I'd rather be playing with Elephants

Tuesday, August 16, 2005

Walking on the Great Wall



I should have titled this entry Wet on the Wall! Our Great Wall day was a bit soggy. The hostel has a day trip to drop off a group way out in the country side and then pick everyone up 10 kilometers (up hill) away in Simatai. This is better than walking on the wall in Badaling the big tourist spot. But, it is quite a grueling hike. My 23 year old fit America roommate, Eddie, looked like death when he got back yesterday and went right to bed! The van leaves at 6:40am and gets back for dinner.

About 2 hours out of town we learned that the Great Wall was closed at Simatai because of the rain and thunderstorms. Apparently a girl from Greece was killed there in the rain recently and they were not taking any more chances with their precious tourists! Come to find out she was struck my lightening while talking on her cell phone!

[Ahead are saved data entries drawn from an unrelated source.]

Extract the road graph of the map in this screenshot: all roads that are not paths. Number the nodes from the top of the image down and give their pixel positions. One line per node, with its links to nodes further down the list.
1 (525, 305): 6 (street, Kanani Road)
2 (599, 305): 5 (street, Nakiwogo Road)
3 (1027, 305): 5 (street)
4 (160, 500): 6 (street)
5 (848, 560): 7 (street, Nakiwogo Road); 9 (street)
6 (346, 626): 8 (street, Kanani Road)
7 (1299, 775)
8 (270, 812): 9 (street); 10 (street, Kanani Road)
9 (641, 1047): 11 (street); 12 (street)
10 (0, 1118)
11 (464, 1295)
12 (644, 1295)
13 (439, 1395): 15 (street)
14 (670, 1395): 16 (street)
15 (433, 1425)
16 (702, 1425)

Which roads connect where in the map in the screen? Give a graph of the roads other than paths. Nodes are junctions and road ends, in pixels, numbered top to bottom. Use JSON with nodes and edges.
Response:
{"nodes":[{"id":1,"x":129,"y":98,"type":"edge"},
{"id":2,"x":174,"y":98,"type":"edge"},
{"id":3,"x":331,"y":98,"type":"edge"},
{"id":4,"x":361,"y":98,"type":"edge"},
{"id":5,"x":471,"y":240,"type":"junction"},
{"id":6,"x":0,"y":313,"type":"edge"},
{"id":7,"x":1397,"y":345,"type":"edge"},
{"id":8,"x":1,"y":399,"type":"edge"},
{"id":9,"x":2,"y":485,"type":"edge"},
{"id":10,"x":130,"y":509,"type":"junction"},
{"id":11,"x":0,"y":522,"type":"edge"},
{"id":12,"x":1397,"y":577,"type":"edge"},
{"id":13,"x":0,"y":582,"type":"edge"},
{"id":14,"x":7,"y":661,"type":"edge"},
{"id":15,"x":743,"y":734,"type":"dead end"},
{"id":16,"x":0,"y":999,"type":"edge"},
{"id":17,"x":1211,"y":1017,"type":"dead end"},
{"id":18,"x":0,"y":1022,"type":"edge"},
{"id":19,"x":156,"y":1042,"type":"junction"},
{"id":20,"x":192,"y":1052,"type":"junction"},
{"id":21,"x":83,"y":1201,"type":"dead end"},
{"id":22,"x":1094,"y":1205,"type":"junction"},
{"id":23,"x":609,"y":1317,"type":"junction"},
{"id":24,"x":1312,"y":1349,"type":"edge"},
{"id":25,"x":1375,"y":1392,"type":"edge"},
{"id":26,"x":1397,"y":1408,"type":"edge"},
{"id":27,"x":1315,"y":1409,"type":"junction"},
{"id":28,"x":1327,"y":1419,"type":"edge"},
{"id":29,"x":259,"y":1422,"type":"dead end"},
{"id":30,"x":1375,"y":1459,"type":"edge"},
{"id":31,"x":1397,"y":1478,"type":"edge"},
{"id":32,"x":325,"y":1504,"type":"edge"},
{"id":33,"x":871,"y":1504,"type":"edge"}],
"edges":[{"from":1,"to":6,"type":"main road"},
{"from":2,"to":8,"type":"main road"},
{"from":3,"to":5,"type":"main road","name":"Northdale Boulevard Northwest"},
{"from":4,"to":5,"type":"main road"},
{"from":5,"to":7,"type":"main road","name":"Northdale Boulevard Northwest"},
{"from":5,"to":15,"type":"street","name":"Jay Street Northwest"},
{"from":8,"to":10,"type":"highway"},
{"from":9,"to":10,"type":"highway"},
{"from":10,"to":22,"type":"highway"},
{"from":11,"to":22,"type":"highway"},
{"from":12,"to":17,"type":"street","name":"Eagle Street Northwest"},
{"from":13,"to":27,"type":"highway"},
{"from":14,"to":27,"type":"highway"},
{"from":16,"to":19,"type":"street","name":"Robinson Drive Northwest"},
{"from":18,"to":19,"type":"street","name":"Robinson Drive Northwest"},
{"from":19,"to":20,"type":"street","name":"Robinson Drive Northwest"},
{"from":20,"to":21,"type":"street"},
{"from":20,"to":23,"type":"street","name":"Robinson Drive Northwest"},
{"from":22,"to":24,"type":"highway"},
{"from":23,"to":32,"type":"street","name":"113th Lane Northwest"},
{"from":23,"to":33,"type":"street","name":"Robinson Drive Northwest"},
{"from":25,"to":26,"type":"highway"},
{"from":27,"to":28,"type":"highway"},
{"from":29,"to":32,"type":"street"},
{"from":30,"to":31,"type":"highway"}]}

So, we diverted our course and went to another remote section of the wall. The good news is this section to hike was only 2 kilometers. That I can handle! I didn't even need all the provisions I brought. My friend Pien, from Holland, and I walked, talked and took photos the whole way. It was wonderfully serene and the surrounding hills and mountains were very lush. The wall just weaves and climbs right along with the terrain. There are cool watch towers along with way with wonderful views in all directions.

What a monumental architectural undertaking for the 200 BC! The same Emperor who created my favorite Terra-cotta warriors in Xi'an, Emperor Qin, is the one who connected many existing feudal walls and created the Great Wall. He was protecting his empire from the marauding nomads to the north. It took hundreds of thousands of workers to complete the project. Over the years the wall deteriorated and successive dynasties repaired and explanded the wall. Today the Great Wall stretches 7200 kilometers from the Bo Sea to the Gobi Desert.

Walking along the Great Wall, even a little damp, was a moving experience. Although much different from seeing palaces and works of art, it's another fascinating glimse into China's Imperial past.